Fred Hoffman, MEd, 2007 IDEA Fitness Instructor of the Year, reminisces about a valuable lesson he learned when he discovered that one of his participants was deaf. “I was teaching a high-low class and saw someone making mistakes and not always moving on the beat. I directed some cues and suggestions toward him and sometimes had to repeat them. At the end of class, he came up to me and explained that he was completely deaf and that was why he wasn’t following or staying on the beat.”
Hoffman went on to apologize and ask if there was anything he could do to make the person’s experience better. “The client assured me that he was having a great time and getting a good workout. Interestingly, his deafness became a nonissue and was never an issue for other participants. Basically, I was the one who was bothered.”
Recognize that the true limitation might be yours rather than the participant’s. This will go a long way toward breaking down barriers.
Tips for the Instructor
The special-needs participant in front of you is like no other person and should not be defined by her disability, but rather by her desire to take part and be included. Her needs are as uniquely individual as she is. Following are some tips to guide you:
- Mention the names of anyone in the conversation when talking to a visually impaired person, or write information such as your name for someone who is hearing impaired.
- Adjust the volume, lighting and your proximity as appropriate when speaking directly to a person with special needs.

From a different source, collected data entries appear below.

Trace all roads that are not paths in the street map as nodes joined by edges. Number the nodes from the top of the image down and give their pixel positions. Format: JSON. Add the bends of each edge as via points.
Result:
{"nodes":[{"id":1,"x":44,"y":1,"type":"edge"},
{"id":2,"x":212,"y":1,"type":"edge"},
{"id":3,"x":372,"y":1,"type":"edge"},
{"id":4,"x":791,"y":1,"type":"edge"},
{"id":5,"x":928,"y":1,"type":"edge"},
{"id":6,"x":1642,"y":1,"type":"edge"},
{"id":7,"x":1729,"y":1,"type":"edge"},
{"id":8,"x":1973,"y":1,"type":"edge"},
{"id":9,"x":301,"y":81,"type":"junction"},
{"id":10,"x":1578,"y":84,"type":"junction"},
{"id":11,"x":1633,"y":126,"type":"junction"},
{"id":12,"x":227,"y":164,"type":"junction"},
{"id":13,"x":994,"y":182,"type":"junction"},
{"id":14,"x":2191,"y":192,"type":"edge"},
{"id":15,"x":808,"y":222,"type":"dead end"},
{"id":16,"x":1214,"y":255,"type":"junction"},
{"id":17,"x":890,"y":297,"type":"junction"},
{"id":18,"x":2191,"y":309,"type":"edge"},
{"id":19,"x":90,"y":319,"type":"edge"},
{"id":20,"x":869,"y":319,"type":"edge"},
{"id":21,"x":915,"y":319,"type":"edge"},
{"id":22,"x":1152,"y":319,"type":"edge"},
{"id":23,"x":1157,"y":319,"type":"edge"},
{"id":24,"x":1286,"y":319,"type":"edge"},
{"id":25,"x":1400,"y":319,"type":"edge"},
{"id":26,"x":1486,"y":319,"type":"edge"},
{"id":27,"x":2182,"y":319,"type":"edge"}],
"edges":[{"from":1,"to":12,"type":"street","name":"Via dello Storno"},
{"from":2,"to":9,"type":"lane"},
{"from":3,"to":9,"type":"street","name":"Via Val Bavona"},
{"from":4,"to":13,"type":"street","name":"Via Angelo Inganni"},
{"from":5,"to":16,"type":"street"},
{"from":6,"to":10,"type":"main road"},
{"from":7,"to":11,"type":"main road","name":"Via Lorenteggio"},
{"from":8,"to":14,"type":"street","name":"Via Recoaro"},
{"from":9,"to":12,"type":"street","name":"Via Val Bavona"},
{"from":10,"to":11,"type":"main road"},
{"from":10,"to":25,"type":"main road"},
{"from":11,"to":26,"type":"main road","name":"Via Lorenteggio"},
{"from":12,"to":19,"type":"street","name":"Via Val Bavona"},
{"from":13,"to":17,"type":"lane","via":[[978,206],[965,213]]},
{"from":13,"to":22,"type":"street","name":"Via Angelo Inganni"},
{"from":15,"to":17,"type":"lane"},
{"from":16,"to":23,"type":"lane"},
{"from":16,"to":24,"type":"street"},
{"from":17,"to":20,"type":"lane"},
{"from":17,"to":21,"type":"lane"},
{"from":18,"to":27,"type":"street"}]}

- In a group setting, be prepared to lower your performance expectations and recognize that the person with special needs is getting the safe workout he came for.
- Take the time to give the person extra information—such as schedule changes (room, time, etc.), sub announcements and emergency directions—that she might miss when you address the group as a whole.
Success for most people comes from practice. If you have a mixed-ability class, keep routines predictable—constant change can be confusing for everyone, not only those who don’t have access to your visual or auditory cues.
American Foundation for the Blind. 2008. Facts and figures on Americans with vision loss. www.afb.org/Section.asp?SectionID=15&DocumentID=4398; retrieved Aug. 20, 2009.
National Institute on Deafness and Other Communication Disorders. Quick statistics. www.nidcd.nih.gov/health
/statistics/quick.htm; retrieved Aug. 23, 2009.
National Institute on Disability and Rehabilitation Research. 1996. Chartbook on Disability in the U.S. www.infouse.com/disabilitydata/disability/1_1.php; retrieved Aug. 26, 2009.